Five Steps for Starting the Conversation
1. Ask for permission before going into your suggestions. People are sensitive creatures and can take things personal that aren’t meant to be personal at all. Asking someone if they have time for some feedback allows whoever you need or want to talk to time to mentally prepare. By asking someone for their time it feels less like an attack and more like a productive conversation.
2. Make clear what you’ve observed. This one is tricky because you will want to use specific examples, but you need to try and keep the commentary from being accusatory or judgmental. “You seem disinterested in meetings” seems much more harsh than “I observed you seemed distracted in yesterday’s meeting”. The latter statement keeps things open for the other person to explain what might be going on in their life where as the first statement lets it be know you have already made up your mind about what is happening.

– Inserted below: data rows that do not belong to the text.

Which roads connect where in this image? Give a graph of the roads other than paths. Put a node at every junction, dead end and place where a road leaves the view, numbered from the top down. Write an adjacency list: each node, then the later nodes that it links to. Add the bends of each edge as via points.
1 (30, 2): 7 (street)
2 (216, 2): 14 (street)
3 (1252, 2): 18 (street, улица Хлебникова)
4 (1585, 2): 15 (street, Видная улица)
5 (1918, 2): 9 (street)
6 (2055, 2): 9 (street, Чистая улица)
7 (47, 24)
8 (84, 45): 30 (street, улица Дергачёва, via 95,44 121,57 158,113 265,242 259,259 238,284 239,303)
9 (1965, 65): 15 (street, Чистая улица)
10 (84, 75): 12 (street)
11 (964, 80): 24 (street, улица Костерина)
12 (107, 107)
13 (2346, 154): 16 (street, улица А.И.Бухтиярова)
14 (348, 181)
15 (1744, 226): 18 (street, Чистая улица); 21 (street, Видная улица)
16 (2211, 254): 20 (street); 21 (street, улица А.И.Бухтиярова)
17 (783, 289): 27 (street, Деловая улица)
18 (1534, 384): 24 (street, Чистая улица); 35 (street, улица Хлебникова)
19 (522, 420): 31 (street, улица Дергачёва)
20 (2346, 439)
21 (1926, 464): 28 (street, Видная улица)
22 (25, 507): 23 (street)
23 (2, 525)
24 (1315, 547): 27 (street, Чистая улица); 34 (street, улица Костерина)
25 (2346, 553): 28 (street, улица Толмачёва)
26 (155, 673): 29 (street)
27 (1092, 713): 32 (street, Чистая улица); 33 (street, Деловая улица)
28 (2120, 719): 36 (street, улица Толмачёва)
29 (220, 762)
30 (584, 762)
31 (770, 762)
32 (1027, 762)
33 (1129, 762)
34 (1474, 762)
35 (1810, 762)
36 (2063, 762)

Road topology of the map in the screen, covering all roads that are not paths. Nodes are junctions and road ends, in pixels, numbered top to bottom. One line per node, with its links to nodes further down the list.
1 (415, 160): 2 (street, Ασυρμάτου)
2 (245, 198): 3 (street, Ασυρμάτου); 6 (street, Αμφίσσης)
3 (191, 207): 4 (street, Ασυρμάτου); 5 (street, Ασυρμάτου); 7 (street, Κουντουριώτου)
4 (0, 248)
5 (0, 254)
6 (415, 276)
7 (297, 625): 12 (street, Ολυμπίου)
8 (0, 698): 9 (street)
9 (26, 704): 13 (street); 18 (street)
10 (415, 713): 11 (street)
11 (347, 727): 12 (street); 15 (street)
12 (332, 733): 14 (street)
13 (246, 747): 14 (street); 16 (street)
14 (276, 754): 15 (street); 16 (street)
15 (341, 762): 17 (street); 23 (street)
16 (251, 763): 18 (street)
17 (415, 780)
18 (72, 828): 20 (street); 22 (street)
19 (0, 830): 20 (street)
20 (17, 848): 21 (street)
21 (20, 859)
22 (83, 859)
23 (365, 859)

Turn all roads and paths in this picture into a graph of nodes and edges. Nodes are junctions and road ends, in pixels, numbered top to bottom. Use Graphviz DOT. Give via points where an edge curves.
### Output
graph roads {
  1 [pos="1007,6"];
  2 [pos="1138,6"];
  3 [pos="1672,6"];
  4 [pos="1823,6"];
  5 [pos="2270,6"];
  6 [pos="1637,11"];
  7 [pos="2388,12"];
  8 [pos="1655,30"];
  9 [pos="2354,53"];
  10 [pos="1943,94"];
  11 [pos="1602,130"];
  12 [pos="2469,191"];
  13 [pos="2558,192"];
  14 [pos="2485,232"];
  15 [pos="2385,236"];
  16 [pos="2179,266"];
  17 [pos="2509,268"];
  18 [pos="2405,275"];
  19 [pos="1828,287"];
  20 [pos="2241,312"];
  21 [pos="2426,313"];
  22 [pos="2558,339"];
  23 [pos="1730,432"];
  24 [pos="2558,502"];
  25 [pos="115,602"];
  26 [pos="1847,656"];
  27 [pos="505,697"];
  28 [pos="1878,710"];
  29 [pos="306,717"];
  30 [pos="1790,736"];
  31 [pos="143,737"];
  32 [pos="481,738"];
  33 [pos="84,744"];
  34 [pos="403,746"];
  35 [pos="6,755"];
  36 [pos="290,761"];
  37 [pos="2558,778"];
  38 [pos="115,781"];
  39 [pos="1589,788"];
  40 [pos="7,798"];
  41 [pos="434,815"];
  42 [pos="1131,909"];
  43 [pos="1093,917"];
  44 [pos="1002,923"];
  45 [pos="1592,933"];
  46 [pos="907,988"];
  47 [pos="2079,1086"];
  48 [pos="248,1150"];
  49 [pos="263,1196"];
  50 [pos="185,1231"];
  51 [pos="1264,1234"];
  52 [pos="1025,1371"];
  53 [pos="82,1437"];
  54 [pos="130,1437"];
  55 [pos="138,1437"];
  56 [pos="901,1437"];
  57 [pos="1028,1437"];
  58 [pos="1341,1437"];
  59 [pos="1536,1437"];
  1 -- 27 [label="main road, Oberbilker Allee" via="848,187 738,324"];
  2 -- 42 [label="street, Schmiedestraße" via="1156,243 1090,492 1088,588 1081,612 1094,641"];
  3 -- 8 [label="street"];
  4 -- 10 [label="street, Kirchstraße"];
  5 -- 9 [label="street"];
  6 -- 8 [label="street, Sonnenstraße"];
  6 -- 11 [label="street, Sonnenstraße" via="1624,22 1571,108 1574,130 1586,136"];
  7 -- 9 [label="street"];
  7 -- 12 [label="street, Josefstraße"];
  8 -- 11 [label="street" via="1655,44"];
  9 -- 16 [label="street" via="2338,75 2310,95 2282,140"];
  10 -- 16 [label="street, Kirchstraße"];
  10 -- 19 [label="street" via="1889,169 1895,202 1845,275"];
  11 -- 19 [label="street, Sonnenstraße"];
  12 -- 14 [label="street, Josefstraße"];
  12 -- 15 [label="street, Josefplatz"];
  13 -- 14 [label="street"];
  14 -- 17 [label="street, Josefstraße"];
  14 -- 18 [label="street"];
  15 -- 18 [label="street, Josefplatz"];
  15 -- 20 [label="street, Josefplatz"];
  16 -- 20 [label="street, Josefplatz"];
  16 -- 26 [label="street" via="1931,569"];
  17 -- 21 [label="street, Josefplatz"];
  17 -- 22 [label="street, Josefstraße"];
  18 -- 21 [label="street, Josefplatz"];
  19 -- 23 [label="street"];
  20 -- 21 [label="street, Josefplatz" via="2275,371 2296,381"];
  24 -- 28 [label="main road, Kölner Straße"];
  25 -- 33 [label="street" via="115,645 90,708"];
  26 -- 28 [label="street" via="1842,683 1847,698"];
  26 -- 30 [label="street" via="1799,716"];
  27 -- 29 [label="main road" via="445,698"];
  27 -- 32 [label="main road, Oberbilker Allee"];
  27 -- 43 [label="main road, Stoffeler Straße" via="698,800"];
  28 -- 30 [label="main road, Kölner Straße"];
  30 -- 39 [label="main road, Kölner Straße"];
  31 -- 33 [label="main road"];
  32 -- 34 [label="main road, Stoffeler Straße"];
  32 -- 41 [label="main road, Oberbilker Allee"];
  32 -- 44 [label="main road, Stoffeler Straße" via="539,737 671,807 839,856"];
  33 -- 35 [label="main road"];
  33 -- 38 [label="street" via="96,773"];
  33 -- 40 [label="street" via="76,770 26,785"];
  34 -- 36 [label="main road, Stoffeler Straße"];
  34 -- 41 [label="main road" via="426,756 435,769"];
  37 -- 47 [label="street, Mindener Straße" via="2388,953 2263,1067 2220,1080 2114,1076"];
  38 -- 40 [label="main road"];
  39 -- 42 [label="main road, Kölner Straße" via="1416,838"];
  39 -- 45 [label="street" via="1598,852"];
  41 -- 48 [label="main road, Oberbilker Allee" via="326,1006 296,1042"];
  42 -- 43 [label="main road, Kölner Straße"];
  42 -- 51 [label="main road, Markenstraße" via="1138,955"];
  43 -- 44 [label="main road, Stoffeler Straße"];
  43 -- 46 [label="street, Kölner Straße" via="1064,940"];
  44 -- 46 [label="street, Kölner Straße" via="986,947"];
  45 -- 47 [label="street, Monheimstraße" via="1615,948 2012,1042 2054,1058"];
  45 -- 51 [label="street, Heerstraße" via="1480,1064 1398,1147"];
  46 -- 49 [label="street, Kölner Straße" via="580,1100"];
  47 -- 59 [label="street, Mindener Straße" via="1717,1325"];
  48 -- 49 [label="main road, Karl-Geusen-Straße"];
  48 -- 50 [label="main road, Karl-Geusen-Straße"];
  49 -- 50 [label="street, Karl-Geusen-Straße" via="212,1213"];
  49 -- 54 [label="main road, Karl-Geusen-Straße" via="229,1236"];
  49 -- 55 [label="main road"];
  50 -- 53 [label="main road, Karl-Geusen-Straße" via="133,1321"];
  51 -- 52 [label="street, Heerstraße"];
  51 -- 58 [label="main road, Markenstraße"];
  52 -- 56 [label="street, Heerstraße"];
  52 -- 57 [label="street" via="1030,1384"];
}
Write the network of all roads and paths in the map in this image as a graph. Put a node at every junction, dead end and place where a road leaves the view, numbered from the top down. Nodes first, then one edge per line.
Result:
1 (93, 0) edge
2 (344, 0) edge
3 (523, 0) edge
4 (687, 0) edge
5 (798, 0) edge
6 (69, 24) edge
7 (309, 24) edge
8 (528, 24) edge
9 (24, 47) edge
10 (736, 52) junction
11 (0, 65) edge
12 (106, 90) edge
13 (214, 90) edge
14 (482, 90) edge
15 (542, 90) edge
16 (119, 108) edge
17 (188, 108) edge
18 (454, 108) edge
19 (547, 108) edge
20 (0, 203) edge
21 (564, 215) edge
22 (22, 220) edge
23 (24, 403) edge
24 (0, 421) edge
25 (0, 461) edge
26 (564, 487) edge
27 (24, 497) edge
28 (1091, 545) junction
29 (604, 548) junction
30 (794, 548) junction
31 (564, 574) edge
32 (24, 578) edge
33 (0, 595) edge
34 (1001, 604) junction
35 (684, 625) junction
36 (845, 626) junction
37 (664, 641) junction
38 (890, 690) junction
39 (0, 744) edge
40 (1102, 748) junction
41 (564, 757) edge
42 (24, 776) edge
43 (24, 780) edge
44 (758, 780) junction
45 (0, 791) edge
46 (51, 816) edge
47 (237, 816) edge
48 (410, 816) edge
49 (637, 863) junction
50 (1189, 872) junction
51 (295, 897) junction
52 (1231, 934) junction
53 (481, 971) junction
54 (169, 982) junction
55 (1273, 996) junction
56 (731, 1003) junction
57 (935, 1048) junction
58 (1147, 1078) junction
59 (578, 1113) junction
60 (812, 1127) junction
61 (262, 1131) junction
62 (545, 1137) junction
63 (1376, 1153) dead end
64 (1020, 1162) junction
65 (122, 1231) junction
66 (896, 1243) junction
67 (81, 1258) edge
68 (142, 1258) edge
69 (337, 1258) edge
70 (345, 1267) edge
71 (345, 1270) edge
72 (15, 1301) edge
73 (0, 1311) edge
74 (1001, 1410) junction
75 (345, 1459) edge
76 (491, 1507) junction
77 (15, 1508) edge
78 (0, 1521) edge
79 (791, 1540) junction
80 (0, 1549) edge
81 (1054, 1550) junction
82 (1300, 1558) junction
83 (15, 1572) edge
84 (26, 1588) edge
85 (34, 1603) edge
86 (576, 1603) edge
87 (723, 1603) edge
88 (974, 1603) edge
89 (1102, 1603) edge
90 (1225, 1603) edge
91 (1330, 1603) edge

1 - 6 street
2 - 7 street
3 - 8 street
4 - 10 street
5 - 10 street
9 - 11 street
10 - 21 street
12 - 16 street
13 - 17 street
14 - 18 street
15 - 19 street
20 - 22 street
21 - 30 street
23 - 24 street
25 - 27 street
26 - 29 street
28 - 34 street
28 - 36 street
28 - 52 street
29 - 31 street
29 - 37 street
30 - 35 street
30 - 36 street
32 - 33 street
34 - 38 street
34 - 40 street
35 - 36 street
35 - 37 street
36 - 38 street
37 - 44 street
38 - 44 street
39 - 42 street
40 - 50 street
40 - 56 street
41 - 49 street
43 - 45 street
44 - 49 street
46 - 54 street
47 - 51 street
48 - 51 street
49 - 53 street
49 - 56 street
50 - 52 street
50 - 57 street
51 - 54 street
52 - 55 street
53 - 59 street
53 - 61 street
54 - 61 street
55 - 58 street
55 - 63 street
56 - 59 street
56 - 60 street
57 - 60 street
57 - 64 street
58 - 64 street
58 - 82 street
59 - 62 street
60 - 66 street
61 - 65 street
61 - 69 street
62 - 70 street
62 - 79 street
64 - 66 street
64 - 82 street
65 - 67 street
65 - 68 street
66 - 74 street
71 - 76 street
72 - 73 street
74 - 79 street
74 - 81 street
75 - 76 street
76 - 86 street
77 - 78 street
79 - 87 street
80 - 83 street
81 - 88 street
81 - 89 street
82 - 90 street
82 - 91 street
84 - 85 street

3. Give your reasoning. Be clear and use “I” statements. “I observed.” “It makes me feel like.” “I noticed that.” These are all statements that are hard to argue with because it’s on you versus “accusing” the person you are trying to communicate with. By communicating this way you keep what you have to say from sounding like an attack which will lead to a more productive conversation.
4. Allow time for digestion. The other person(s) need to be allowed time to think on and respond to what you have proposed. This may take a few minutes or require convening the next day. Either way it is important you respect the other person’s right to a response and allow them the time they need to process everything.
5. Be prepared with affirmative action. Nothing is worse than someone who goes in with guns blazing, but no plan to fix or improve a situation. Keep it simple—one to three positive steps that will get things rolling in the right direction is all you need. You don’t want to overwhelm whoever and you also don’t want to leave them directionless.